- _Task to carry out_: State, as a number alone, how many lines of the data contain the string "edges".

- _Data shown_:

________________________

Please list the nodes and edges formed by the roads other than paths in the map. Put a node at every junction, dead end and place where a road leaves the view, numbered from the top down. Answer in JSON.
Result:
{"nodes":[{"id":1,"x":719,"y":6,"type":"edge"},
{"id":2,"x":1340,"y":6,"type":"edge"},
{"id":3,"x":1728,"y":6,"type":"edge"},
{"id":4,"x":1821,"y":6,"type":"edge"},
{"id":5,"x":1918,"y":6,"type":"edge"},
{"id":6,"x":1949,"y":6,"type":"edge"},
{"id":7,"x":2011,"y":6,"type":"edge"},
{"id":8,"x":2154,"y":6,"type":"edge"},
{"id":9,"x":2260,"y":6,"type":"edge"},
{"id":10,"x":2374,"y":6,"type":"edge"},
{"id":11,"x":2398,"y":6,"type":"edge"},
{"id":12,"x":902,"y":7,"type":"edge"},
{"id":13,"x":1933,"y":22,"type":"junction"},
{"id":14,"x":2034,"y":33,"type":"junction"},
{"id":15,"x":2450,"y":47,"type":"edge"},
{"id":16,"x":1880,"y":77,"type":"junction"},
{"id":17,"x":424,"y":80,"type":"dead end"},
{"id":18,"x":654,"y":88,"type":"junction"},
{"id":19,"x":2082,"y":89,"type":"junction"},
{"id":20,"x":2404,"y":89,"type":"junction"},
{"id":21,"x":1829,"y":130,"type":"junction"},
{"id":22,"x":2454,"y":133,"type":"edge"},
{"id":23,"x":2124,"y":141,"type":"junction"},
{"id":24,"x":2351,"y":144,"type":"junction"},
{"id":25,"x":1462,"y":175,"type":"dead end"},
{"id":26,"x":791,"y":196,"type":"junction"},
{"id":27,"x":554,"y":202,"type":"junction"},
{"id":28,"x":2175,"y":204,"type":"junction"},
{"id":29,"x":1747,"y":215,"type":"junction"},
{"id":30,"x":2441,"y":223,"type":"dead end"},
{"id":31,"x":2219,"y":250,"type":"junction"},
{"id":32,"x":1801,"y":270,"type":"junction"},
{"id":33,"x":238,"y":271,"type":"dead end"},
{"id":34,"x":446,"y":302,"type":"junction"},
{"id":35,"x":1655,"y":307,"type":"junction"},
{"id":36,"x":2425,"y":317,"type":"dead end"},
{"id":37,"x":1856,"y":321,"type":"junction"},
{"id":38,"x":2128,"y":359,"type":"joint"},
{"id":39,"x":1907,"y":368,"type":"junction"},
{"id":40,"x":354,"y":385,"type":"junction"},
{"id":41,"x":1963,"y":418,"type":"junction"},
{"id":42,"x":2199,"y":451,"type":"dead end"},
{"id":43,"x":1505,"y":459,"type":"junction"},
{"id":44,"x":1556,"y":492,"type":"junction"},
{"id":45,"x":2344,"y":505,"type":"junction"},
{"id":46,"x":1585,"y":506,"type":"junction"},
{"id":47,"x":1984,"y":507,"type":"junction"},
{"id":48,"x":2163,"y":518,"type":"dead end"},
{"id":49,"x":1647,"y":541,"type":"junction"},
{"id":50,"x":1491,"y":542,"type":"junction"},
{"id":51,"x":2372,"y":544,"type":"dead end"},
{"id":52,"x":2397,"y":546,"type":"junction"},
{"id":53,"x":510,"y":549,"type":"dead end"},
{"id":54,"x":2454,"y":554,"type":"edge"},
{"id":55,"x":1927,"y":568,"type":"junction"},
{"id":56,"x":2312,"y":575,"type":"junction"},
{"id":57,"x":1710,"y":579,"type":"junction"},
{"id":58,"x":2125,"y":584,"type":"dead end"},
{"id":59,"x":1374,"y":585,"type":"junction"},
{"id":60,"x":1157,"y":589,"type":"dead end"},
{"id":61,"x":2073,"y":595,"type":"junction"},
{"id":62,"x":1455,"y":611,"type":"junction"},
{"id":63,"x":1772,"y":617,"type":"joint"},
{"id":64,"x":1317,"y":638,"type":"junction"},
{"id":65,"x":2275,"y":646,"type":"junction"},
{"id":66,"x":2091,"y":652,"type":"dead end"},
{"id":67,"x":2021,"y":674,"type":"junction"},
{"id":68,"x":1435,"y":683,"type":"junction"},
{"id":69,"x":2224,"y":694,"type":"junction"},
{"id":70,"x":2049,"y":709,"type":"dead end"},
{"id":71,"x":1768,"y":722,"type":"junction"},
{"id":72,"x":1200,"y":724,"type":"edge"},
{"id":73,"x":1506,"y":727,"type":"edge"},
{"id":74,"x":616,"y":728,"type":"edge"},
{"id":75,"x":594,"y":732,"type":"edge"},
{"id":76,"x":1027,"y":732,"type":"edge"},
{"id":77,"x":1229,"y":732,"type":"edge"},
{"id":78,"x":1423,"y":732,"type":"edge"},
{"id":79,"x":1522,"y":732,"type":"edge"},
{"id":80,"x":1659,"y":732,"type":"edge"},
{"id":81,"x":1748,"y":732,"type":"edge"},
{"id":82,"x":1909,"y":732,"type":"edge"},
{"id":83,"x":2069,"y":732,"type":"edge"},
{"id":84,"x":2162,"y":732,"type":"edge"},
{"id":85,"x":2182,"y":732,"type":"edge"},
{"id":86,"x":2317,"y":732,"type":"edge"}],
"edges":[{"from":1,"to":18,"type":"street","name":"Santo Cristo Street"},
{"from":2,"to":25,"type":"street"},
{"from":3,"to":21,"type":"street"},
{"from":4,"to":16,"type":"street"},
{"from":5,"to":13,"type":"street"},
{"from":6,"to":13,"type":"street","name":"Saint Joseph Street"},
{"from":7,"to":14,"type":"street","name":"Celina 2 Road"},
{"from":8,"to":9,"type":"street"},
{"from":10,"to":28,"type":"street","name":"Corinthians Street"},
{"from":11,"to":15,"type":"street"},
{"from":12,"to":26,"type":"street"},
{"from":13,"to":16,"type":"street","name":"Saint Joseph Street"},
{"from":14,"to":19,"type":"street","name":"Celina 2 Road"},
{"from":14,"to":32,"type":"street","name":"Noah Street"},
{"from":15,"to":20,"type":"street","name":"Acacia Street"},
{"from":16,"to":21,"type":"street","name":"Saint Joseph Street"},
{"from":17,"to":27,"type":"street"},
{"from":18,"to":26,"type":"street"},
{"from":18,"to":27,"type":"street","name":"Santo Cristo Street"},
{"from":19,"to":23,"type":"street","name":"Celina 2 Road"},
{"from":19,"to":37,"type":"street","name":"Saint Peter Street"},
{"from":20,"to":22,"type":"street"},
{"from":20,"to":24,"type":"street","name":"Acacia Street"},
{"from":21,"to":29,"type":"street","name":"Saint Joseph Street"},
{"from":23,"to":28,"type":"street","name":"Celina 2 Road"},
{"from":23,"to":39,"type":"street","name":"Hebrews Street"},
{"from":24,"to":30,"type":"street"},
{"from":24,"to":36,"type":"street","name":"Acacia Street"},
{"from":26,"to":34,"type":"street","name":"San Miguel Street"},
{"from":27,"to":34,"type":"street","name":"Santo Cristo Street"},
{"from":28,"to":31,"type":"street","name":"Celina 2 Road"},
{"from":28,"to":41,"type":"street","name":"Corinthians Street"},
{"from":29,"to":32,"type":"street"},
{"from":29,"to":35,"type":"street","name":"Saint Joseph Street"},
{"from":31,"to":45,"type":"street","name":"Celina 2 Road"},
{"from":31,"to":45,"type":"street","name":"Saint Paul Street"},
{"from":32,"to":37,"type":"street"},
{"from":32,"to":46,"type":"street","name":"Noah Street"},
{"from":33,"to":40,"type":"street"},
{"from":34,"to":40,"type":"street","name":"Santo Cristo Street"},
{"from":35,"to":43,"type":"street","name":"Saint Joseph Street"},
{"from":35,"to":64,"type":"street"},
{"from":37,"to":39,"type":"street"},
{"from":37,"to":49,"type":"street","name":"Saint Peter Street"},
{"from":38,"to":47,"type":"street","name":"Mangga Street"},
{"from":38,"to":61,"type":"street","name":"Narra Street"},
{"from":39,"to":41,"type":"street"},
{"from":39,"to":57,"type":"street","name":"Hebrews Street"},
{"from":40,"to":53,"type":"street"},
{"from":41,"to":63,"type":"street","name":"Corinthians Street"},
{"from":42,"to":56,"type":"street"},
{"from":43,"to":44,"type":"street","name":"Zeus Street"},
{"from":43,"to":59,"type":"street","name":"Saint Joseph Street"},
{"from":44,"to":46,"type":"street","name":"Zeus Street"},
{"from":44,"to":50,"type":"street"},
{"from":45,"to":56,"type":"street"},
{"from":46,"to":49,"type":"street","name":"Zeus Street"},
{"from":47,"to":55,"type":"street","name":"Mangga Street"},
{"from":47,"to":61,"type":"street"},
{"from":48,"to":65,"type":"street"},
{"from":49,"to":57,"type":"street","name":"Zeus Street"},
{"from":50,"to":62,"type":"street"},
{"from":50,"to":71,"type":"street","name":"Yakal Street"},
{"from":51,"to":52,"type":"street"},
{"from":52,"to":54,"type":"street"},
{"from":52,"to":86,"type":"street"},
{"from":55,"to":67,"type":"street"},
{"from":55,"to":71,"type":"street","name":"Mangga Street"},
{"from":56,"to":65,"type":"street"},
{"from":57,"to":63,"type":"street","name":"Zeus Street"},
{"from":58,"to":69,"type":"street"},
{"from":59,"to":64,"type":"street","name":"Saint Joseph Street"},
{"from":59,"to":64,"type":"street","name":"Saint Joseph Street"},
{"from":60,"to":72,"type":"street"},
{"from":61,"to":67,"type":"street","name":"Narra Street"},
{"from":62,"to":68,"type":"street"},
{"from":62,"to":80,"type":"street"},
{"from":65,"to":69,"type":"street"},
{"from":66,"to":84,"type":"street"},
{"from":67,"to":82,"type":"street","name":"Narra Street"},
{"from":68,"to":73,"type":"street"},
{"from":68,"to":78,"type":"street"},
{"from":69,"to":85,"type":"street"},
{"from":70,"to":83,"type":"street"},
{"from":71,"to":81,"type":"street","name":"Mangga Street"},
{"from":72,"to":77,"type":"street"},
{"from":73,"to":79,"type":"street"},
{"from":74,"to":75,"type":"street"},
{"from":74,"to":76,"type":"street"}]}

________________________

- _Output for this task_: 2